Look through the data below and report how many lines include "from". Only the number should be given.

> **The records**

━━━━━━━━━━━━━━━━━━━━━━━━━━━━━━

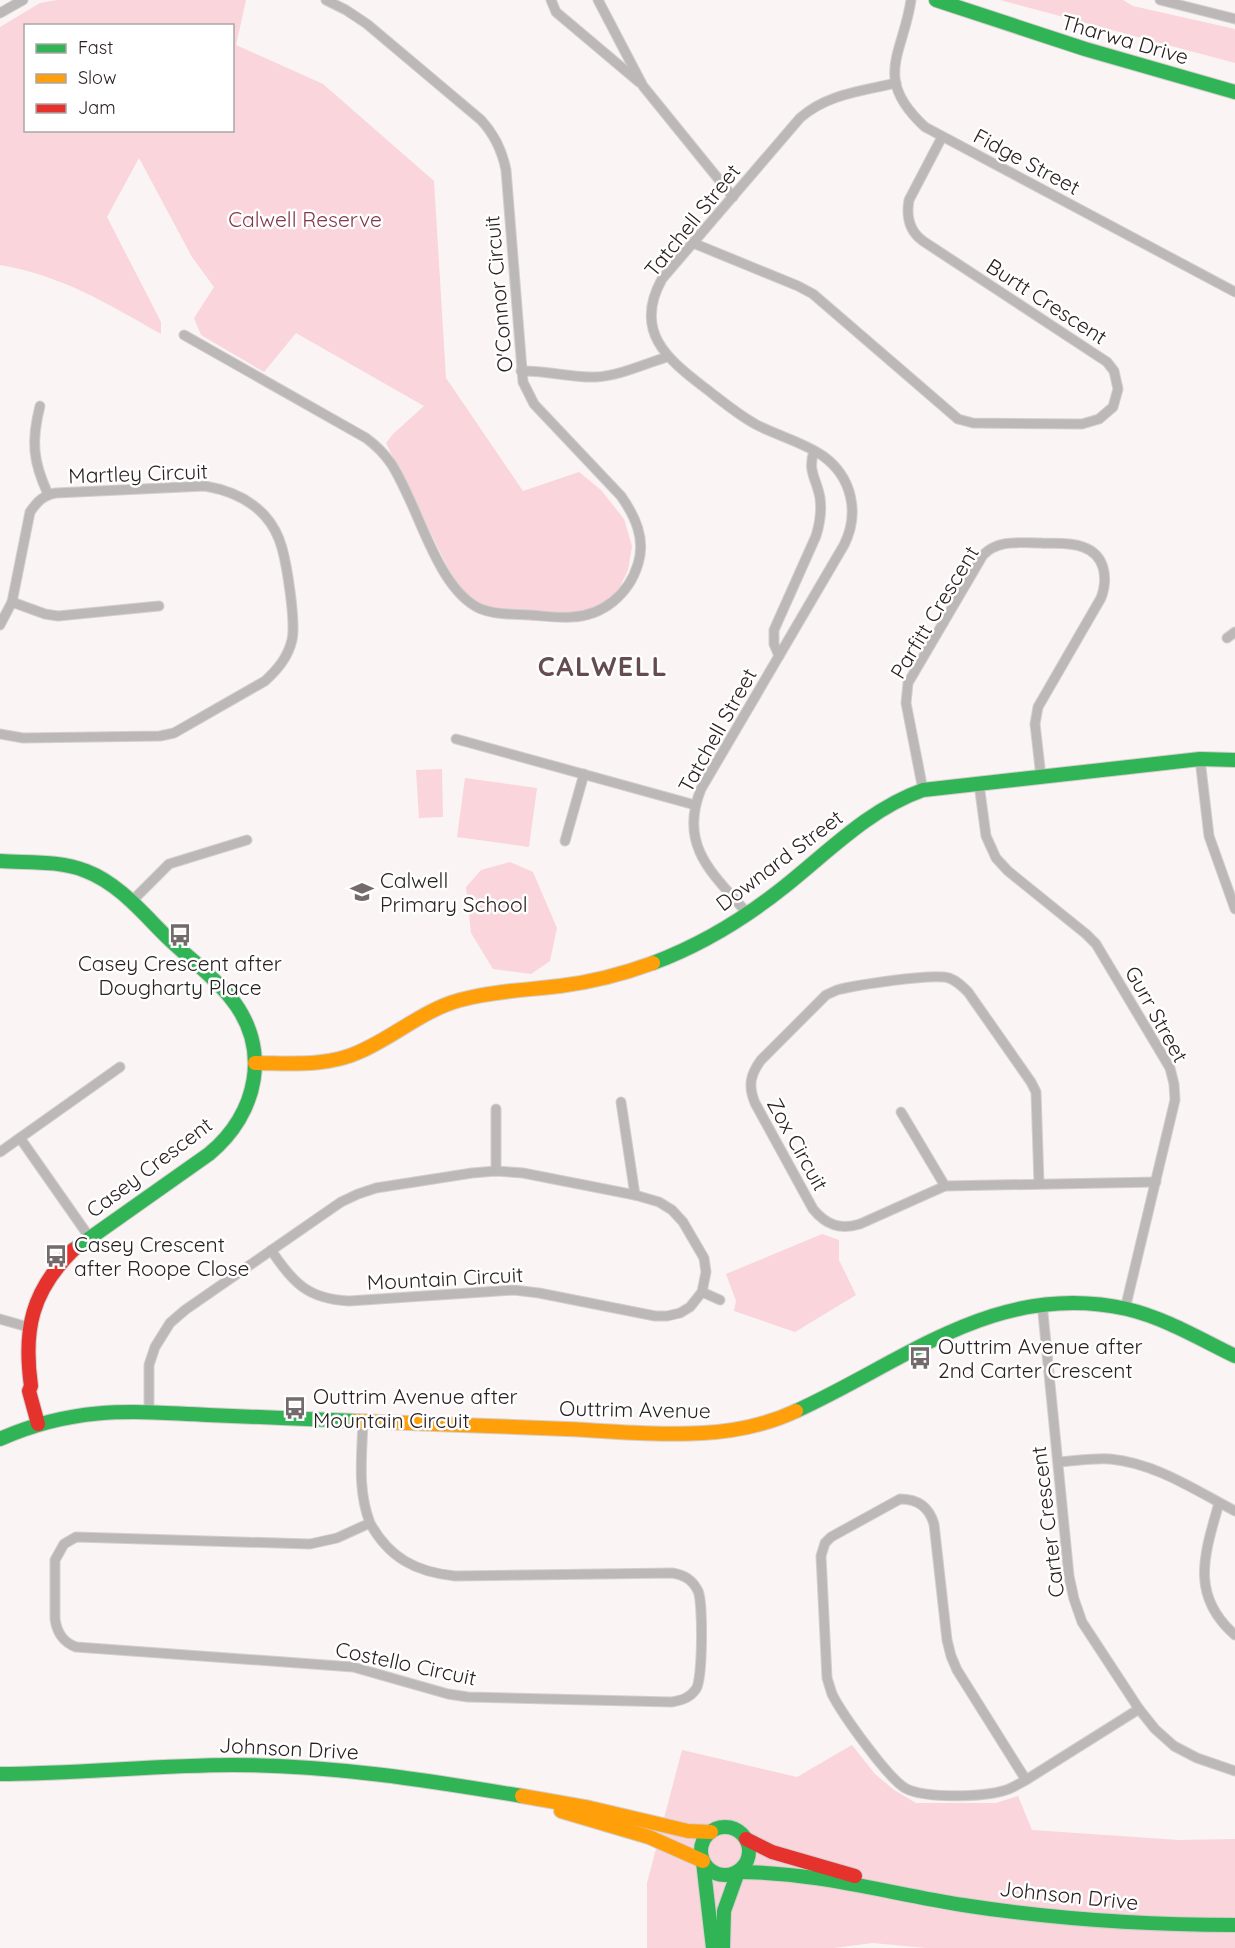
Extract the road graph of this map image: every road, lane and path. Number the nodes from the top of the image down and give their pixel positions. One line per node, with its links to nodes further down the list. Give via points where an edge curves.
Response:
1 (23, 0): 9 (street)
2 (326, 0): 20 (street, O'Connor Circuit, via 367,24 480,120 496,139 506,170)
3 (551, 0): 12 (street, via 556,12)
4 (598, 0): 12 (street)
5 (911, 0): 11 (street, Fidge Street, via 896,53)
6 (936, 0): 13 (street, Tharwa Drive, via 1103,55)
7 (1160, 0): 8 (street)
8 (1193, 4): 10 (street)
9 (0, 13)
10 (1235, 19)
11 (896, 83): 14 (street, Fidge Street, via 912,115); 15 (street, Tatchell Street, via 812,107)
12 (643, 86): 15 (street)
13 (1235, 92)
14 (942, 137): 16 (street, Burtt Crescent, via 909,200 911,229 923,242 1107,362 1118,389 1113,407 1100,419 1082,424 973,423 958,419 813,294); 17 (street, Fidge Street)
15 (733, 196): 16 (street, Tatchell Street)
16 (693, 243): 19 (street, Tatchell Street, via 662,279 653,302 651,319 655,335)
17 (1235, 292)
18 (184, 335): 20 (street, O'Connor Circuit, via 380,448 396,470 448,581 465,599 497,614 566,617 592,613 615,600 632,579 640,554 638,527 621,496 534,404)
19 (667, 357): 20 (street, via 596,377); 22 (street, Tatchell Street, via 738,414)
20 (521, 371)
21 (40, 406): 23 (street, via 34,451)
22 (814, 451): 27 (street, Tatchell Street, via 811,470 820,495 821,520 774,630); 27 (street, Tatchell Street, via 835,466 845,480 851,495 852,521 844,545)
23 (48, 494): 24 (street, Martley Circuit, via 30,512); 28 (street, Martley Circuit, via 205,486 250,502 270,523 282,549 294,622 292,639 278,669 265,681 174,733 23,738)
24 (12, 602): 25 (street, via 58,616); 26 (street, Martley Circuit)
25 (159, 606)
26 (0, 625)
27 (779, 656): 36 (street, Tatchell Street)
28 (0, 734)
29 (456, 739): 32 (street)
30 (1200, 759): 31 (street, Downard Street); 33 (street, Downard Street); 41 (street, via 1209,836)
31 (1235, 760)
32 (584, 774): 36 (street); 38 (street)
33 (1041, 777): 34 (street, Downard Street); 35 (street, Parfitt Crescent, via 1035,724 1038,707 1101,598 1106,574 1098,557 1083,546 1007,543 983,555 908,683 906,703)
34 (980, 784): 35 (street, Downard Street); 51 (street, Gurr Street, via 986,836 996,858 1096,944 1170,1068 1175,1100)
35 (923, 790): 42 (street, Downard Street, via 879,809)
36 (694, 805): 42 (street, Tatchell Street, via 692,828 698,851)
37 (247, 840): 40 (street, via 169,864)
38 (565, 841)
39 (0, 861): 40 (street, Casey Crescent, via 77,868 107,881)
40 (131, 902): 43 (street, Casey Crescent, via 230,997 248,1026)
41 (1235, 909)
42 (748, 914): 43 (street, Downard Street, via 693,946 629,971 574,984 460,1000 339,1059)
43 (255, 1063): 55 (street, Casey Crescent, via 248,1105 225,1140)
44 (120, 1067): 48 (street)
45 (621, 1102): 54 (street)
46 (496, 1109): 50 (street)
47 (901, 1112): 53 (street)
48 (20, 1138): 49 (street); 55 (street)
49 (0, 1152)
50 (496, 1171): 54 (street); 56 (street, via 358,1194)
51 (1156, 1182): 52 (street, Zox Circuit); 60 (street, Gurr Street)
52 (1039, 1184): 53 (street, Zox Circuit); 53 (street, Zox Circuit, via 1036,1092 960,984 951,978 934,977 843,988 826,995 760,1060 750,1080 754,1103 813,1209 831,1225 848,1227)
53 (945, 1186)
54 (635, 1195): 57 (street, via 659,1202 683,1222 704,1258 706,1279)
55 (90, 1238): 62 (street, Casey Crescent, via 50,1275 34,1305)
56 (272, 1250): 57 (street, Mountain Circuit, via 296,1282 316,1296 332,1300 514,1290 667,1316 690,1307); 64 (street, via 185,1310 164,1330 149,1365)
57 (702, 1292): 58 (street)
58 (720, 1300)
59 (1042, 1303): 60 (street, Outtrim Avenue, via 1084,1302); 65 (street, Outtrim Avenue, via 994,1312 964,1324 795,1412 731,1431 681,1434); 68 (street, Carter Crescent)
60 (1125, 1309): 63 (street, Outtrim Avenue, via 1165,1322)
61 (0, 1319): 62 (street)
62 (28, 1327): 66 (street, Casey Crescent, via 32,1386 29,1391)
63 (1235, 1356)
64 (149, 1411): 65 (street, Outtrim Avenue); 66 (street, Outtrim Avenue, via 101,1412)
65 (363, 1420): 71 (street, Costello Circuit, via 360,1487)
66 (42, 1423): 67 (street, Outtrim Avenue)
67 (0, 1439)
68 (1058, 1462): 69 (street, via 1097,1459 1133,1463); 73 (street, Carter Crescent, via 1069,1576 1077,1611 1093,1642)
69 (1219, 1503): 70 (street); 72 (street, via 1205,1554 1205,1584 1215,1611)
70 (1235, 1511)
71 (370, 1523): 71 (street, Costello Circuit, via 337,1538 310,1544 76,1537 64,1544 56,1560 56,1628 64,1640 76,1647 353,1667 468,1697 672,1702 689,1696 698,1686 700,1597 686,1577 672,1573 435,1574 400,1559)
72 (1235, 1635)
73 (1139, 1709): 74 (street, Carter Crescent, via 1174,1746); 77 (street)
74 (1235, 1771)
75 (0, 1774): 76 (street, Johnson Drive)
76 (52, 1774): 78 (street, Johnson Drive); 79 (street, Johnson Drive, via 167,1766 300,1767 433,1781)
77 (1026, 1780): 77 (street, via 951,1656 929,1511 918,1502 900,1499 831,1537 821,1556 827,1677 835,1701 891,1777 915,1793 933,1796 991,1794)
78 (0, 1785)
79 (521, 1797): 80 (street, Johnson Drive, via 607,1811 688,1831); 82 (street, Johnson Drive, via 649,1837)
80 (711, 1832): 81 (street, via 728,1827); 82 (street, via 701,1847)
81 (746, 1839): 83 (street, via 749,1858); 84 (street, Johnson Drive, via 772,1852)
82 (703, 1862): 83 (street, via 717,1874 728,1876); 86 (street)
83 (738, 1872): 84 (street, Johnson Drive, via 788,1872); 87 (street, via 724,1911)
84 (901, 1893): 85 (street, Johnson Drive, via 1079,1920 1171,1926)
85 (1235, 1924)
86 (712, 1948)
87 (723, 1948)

━━━━━━━━━━━━━━━━━━━━━━━━━━━━━━

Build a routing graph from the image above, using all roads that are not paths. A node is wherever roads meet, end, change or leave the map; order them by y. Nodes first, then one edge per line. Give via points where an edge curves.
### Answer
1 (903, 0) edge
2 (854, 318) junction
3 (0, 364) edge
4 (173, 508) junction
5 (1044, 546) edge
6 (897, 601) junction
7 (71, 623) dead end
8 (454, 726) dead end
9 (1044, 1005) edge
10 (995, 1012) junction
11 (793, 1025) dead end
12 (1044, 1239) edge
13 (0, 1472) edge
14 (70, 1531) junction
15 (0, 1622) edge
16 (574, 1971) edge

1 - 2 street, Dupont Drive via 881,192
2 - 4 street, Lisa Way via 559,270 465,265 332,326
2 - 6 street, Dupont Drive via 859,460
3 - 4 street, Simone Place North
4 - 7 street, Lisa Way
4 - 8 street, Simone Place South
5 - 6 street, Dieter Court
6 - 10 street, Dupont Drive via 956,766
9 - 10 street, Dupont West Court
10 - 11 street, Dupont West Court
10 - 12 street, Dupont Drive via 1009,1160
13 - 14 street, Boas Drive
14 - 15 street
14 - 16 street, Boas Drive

━━━━━━━━━━━━━━━━━━━━━━━━━━━━━━

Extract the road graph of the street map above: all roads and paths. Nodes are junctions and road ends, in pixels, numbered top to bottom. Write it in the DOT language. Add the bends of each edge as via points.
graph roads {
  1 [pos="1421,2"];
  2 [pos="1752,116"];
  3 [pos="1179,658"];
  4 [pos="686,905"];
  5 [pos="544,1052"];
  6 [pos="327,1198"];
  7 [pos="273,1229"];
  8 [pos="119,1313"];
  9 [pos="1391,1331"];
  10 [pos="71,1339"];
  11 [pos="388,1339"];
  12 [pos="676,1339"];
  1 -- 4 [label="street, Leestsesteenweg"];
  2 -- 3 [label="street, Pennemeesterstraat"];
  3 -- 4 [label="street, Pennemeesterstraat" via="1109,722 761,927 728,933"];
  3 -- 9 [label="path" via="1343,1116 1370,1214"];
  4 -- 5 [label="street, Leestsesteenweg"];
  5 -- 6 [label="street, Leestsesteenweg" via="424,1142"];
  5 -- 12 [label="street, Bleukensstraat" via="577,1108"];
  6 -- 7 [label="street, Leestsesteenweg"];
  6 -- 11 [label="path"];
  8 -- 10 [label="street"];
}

━━━━━━━━━━━━━━━━━━━━━━━━━━━━━━

> **Exercise answer**
2